## EXERCISE
Beginning at the top of the data below, restate every line word for word until the line containing "pinky mcp: (921, 928)" has been included, and omit the pictures.

** Opening DATASET block **

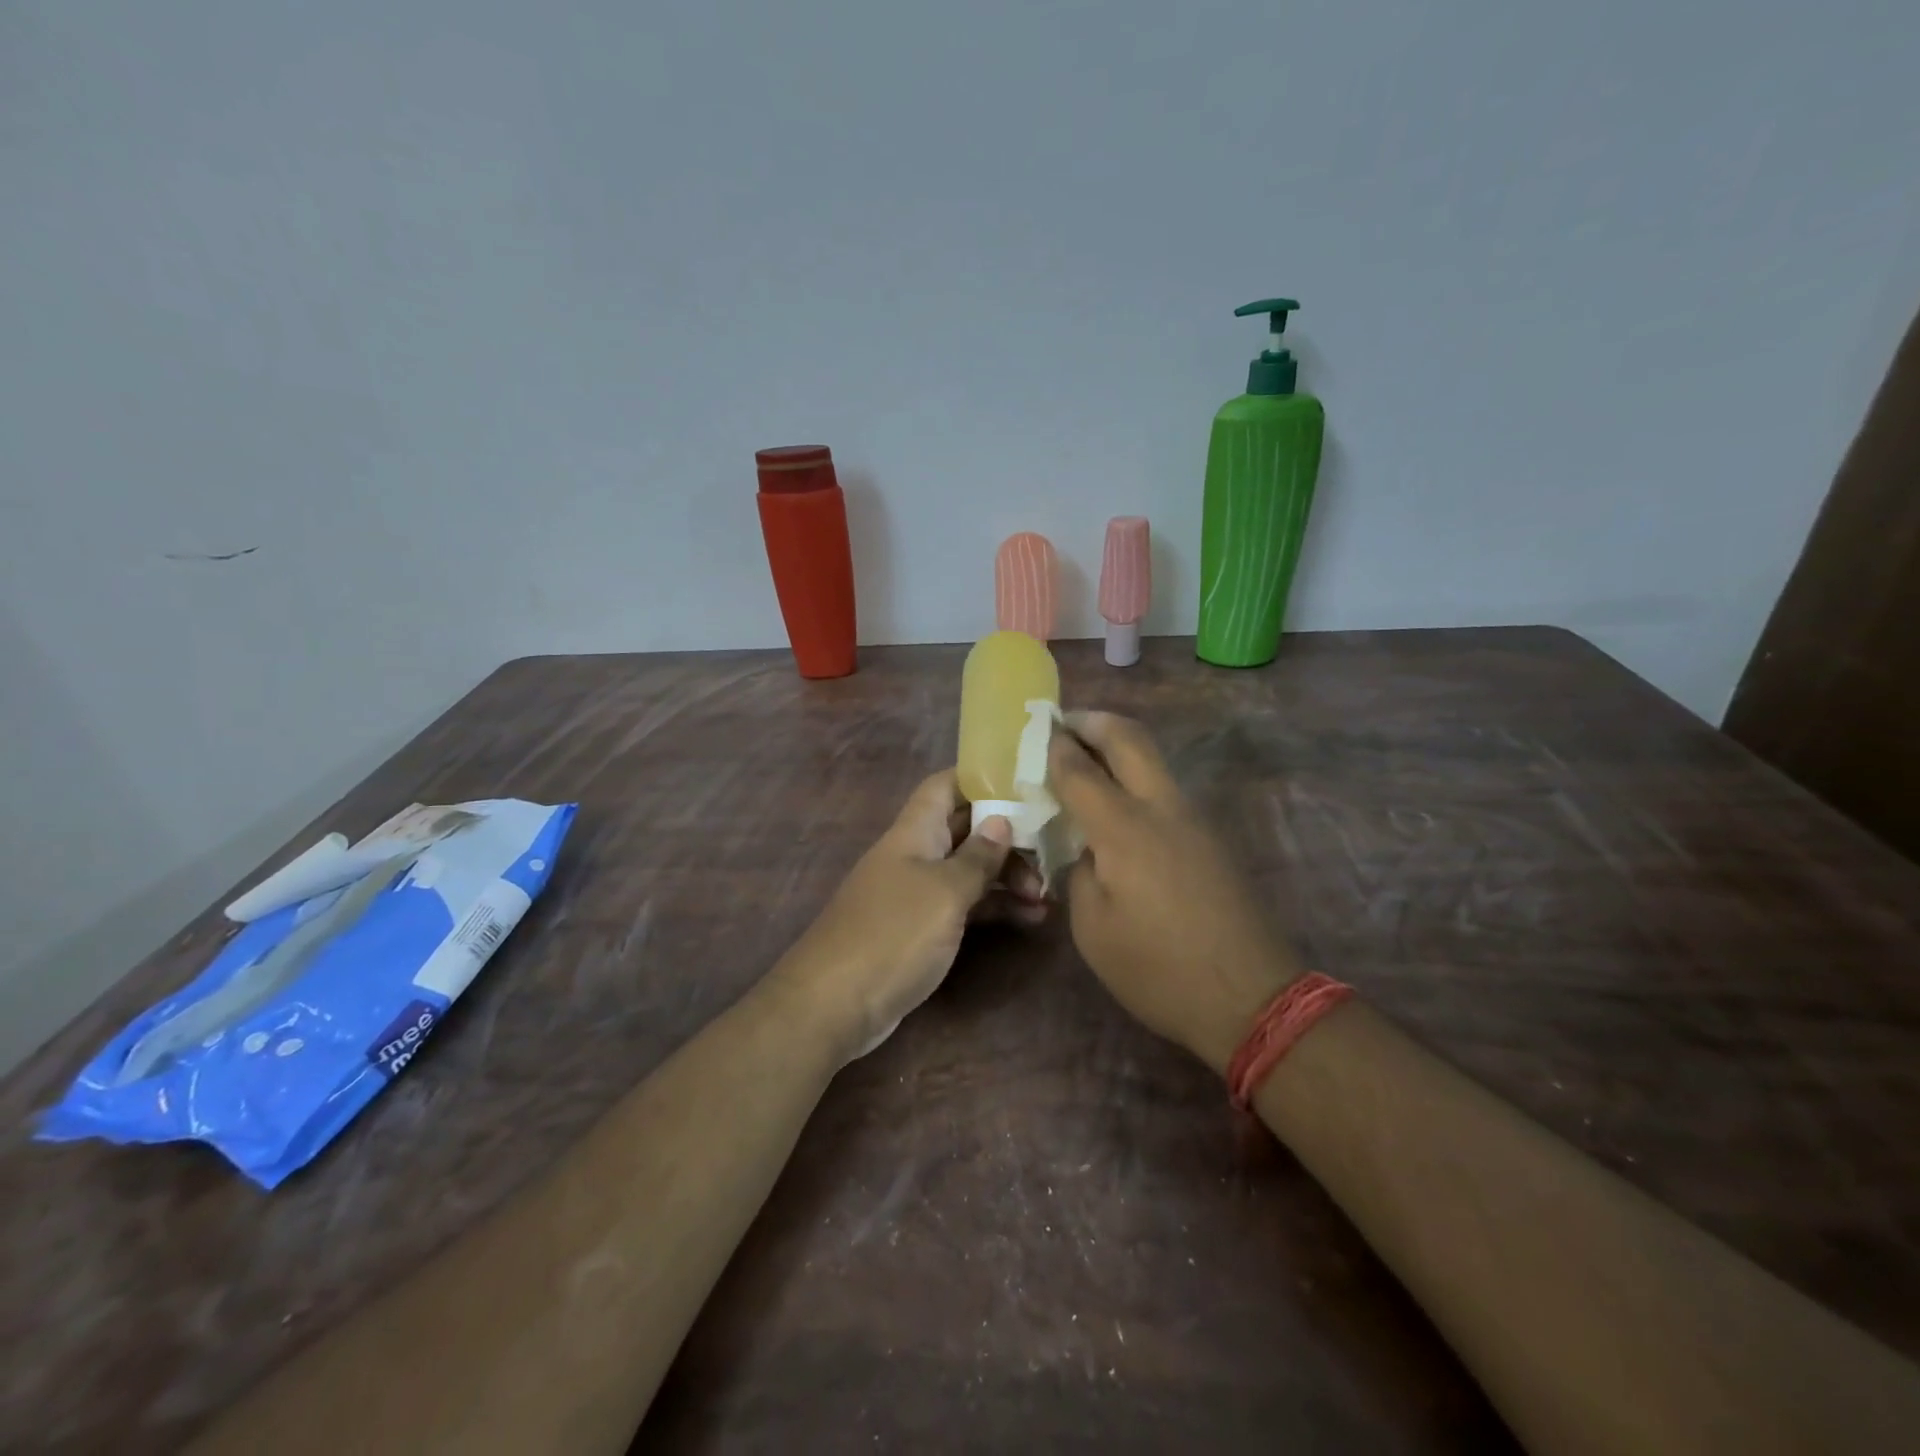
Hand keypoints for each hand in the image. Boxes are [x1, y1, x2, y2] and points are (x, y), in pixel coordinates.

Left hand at [775, 771, 1041, 1059]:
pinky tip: (1028, 919)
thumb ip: (977, 857)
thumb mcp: (945, 892)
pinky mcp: (921, 928)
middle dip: (1008, 837)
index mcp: (915, 831)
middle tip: (1049, 858)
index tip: (1026, 786)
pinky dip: (994, 907)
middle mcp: (915, 853)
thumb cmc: (893, 934)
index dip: (982, 778)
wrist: (834, 1004)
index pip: (947, 785)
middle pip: (966, 828)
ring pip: (969, 869)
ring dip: (1007, 877)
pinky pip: (964, 905)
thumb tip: (1001, 822)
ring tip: (1047, 897)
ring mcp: (917, 892)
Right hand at [1049, 712, 1302, 1074]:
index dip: (1055, 746)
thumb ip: (1081, 874)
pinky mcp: (1211, 838)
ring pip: (1153, 760)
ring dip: (1119, 746)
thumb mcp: (1093, 929)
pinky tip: (1118, 806)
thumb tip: (1088, 850)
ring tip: (1087, 759)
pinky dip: (1136, 777)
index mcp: (1123, 829)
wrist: (1251, 997)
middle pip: (1129, 738)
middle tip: (1066, 724)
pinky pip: (1166, 789)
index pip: (1080, 769)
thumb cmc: (1158, 969)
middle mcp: (1161, 808)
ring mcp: (1194, 819)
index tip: (1038, 731)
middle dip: (1094, 721)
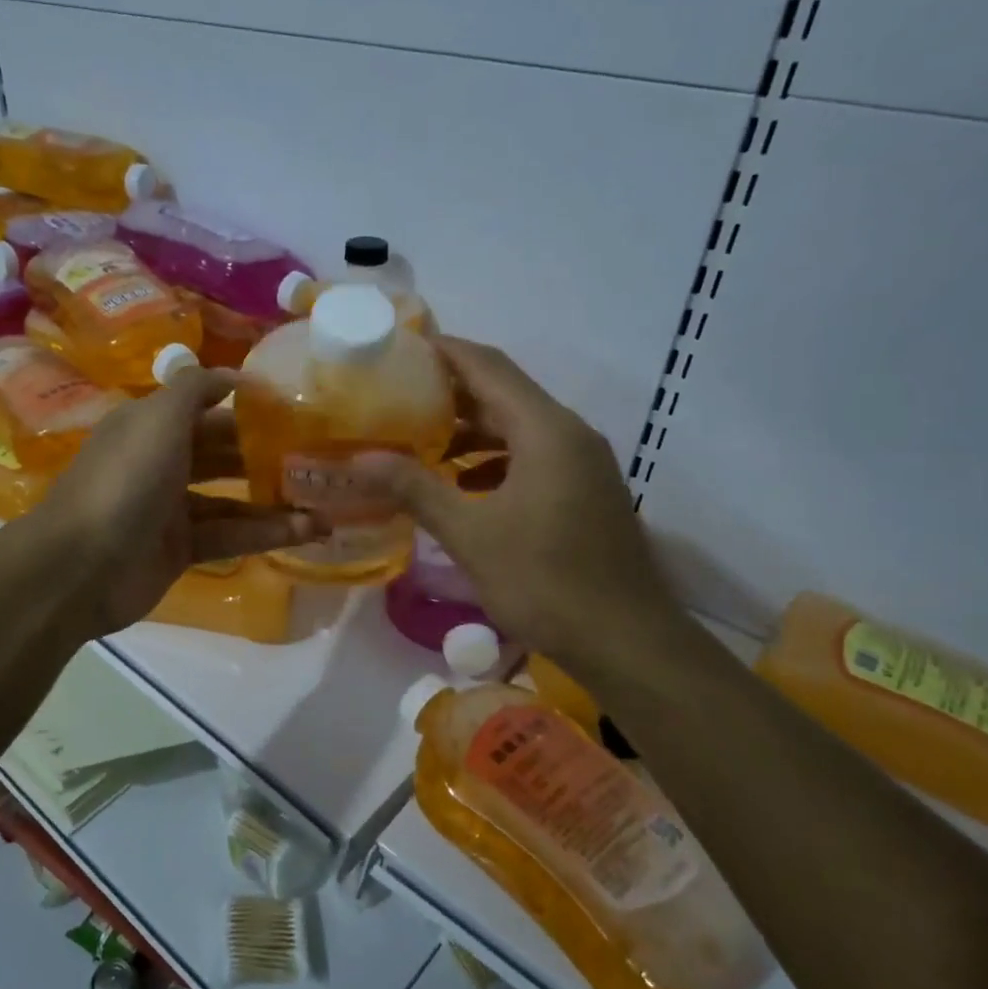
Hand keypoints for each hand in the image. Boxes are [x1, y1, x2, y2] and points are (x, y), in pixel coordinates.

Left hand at [31, 368, 319, 635]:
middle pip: (221, 452)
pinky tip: (307, 531)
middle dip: (265, 454)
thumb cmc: (125, 480)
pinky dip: (265, 532)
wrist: (81, 567)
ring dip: (275, 500)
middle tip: (317, 455)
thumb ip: (196, 388)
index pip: (204, 408)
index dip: (245, 406)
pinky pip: (230, 535)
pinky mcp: (180, 550)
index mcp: (150, 425)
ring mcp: (169, 509)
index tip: (294, 407)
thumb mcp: (158, 418)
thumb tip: (236, 376)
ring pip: (231, 499)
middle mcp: (160, 462)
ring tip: (326, 501)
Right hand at [356, 337, 686, 674]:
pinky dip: (492, 460)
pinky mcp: (584, 492)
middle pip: (504, 394)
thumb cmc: (545, 581)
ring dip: (469, 431)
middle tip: (394, 397)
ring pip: (518, 429)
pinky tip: (459, 484)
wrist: (626, 641)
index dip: (444, 351)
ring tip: (417, 440)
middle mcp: (570, 435)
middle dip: (449, 393)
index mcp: (546, 430)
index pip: (488, 367)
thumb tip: (361, 458)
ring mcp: (582, 464)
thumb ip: (416, 489)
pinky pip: (532, 458)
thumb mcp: (471, 534)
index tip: (399, 347)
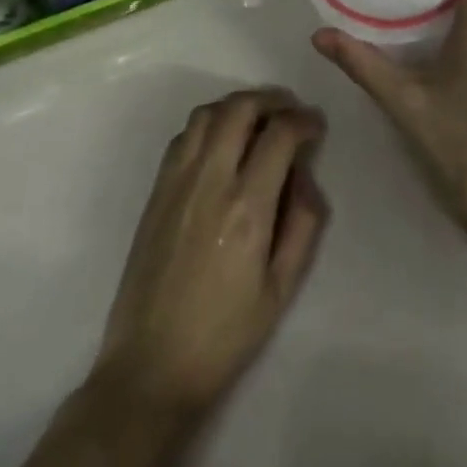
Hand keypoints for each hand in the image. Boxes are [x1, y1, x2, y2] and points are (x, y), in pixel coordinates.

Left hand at [95, 88, 329, 415]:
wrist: (150, 367)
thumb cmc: (225, 335)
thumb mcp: (282, 288)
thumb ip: (304, 223)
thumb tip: (306, 174)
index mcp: (247, 207)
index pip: (280, 133)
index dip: (304, 120)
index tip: (315, 127)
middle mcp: (210, 182)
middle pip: (240, 108)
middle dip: (271, 99)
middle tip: (289, 114)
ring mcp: (176, 183)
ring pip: (207, 113)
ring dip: (237, 106)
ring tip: (257, 123)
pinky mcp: (156, 192)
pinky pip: (183, 136)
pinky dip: (209, 125)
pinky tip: (222, 146)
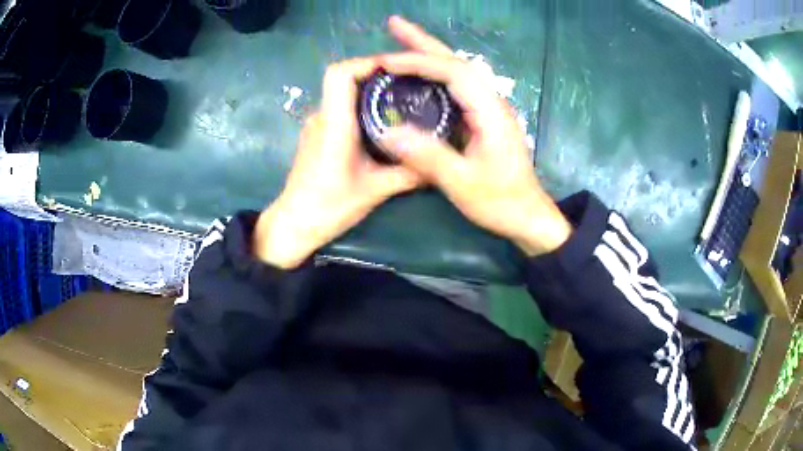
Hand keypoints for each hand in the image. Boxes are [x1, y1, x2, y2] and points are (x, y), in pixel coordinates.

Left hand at [254, 58, 420, 268]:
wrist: (295, 224)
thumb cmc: (329, 206)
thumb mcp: (375, 190)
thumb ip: (409, 173)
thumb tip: (440, 163)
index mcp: (334, 123)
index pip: (340, 74)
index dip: (366, 63)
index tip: (395, 69)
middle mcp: (322, 117)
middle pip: (343, 78)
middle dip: (375, 75)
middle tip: (408, 84)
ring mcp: (317, 125)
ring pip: (342, 93)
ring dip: (368, 90)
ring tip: (400, 99)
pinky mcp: (318, 135)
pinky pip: (340, 108)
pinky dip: (360, 106)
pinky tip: (383, 122)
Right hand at [379, 16, 571, 255]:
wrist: (528, 216)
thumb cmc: (500, 201)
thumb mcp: (462, 183)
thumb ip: (426, 156)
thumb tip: (387, 132)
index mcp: (489, 111)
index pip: (453, 71)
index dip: (419, 62)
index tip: (386, 61)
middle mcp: (490, 102)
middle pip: (456, 61)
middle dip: (424, 42)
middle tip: (394, 25)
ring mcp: (488, 109)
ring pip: (457, 72)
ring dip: (429, 55)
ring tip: (400, 44)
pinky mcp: (483, 119)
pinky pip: (456, 88)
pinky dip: (434, 76)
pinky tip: (419, 77)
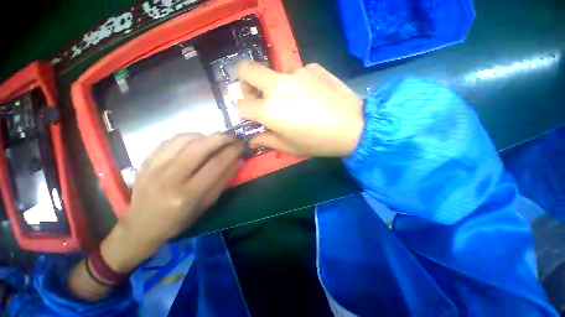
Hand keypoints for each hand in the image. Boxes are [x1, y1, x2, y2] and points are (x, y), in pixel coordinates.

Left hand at [101, 134, 243, 271]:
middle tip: (232, 136)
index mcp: (188, 195)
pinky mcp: (146, 161)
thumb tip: (238, 160)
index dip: (233, 151)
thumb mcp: (206, 205)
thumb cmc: (179, 219)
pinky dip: (188, 137)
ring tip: (215, 139)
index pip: (216, 164)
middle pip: (200, 147)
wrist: (142, 226)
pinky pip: (170, 140)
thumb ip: (223, 181)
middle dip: (220, 138)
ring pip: (185, 139)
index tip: (242, 145)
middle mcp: (170, 178)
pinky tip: (196, 141)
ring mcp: (155, 167)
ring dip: (205, 135)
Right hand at [237, 61, 364, 156]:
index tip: (253, 119)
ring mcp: (297, 72)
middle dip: (245, 84)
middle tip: (258, 98)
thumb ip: (267, 140)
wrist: (354, 127)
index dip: (244, 113)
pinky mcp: (314, 67)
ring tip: (296, 103)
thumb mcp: (290, 147)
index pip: (242, 105)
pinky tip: (312, 96)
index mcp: (270, 109)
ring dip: (277, 88)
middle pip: (247, 70)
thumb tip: (252, 141)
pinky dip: (298, 84)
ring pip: (275, 75)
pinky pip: (297, 74)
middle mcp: (278, 86)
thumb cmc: (318, 142)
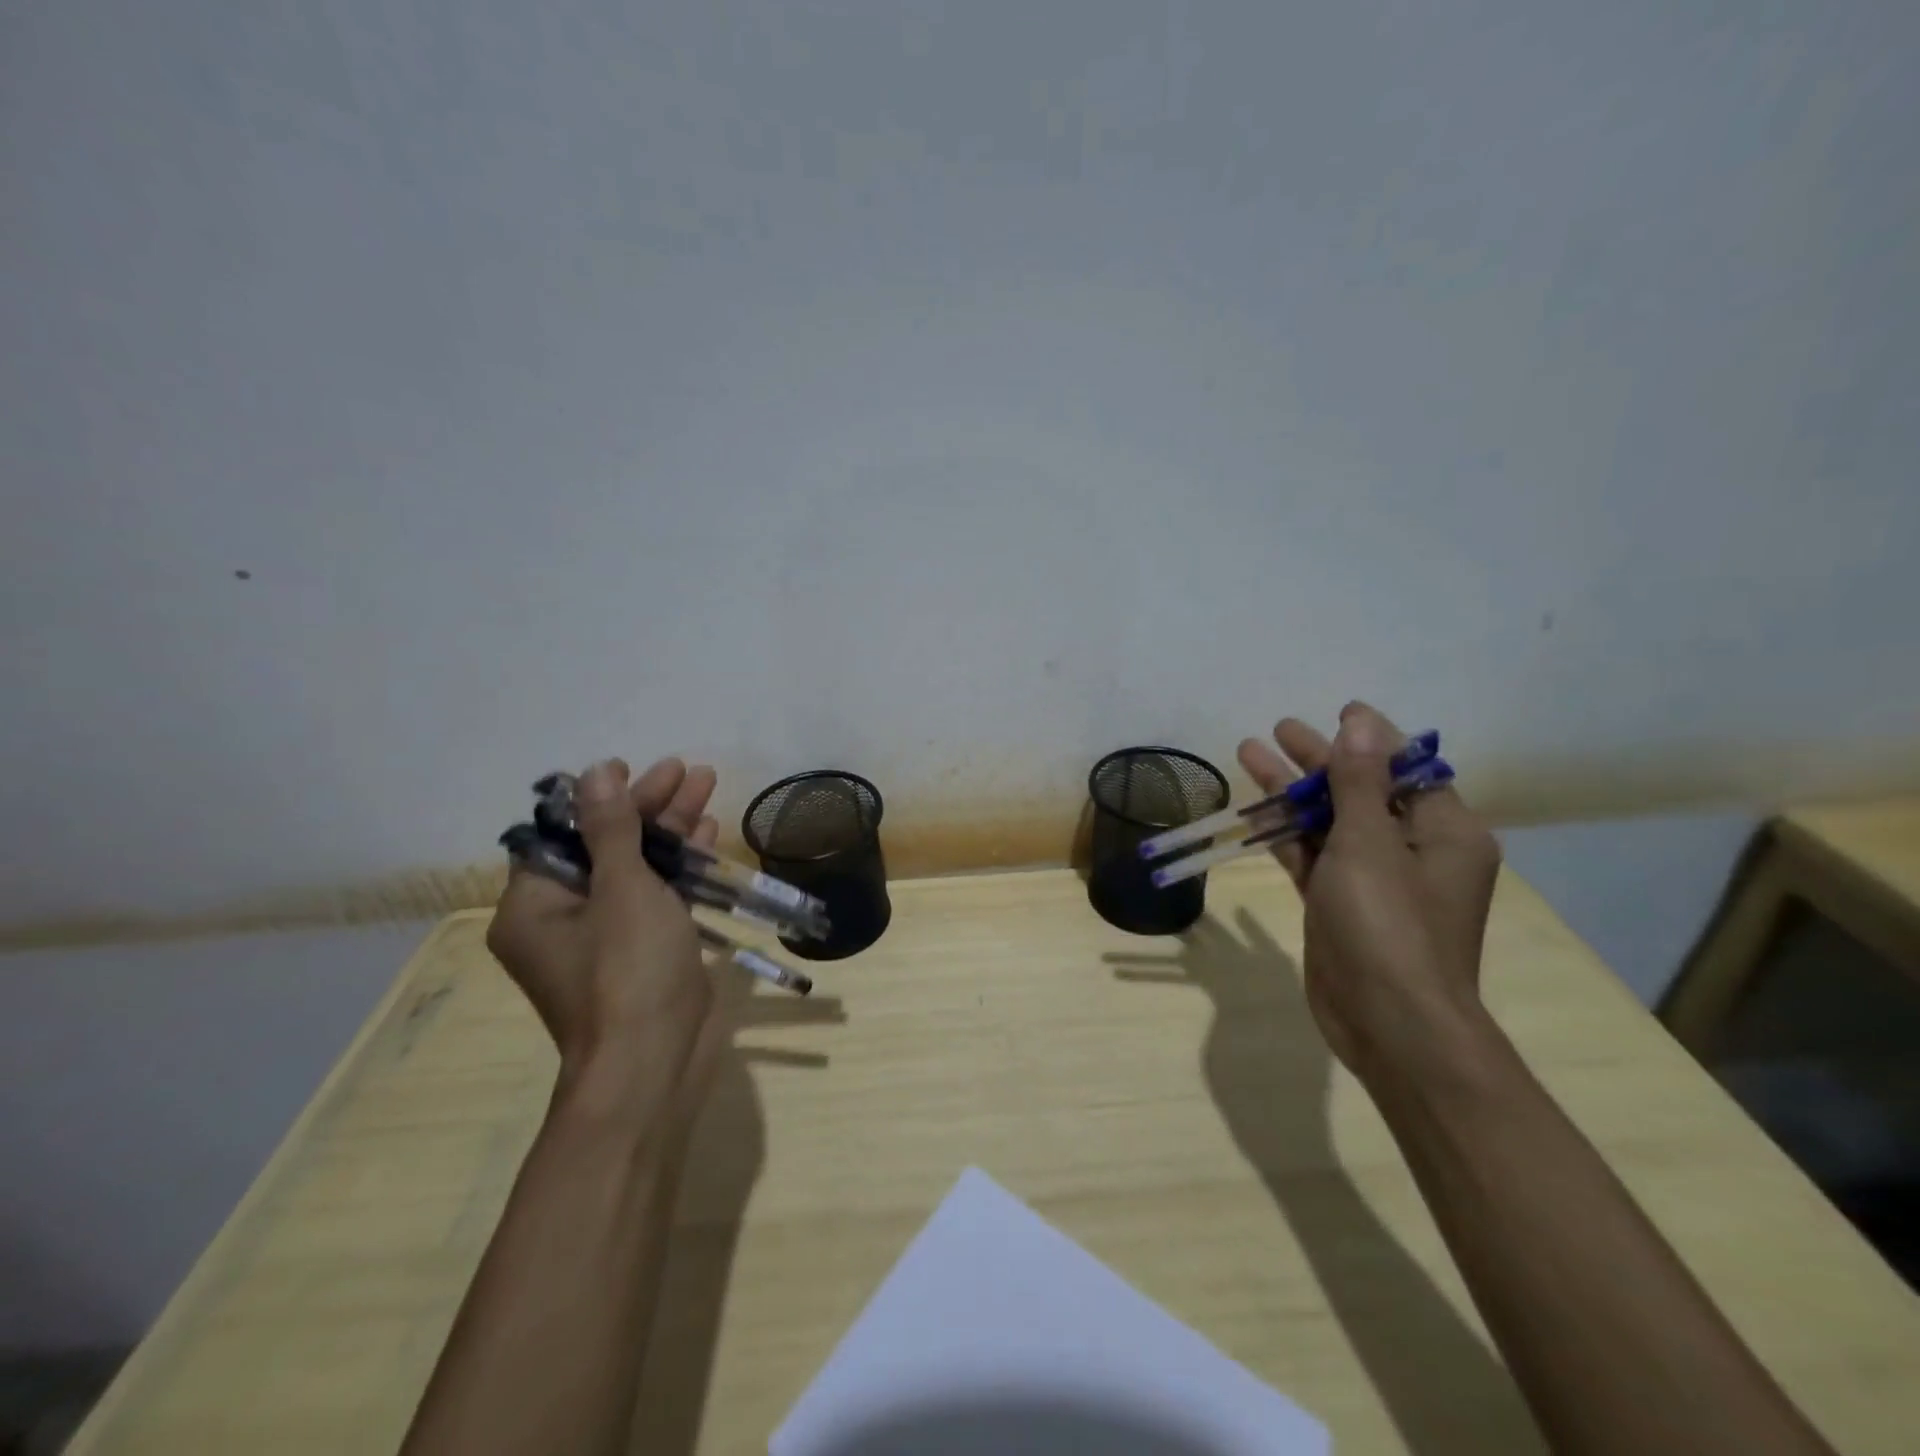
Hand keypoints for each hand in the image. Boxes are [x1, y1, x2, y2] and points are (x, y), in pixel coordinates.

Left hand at [486, 757, 728, 1113]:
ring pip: (637, 868)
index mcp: (535, 905)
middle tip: (685, 771)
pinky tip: (708, 835)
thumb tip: (594, 773)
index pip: (564, 833)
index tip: (634, 768)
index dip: (600, 797)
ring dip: (671, 829)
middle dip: (648, 807)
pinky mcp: (643, 951)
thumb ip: (612, 829)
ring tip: (706, 786)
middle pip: (606, 844)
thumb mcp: (622, 889)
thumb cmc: (628, 971)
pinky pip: (657, 895)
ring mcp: (607, 936)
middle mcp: (563, 918)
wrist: (653, 1064)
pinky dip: (680, 866)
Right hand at [1238, 702, 1501, 1079]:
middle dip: (1319, 761)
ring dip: (1291, 792)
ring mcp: (1373, 880)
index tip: (1338, 711)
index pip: (1407, 769)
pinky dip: (1285, 834)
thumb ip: (1359, 781)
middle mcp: (1413, 851)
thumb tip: (1360, 722)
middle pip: (1361, 791)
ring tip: (1249, 753)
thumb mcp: (1370, 843)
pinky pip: (1312, 856)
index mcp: (1444, 832)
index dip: (1371, 738)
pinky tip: (1253, 812)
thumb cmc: (1389, 925)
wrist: (1388, 1024)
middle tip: (1279, 730)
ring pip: (1329, 822)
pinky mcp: (1339, 904)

** Closing DATASET block **

## SOLUTION FOR THIS PROBLEM
Hand keypoints for each hand in the image. Boxes are [x1, y1, x2, y2] and points are (x, y), in pixel coordinates.

Left hand at [775, 771, 1041, 1059]:
pinky tip: (1028, 919)
thumb ip: (977, 857)
thumb mcp: (945, 892)
pinky mcp: (921, 928)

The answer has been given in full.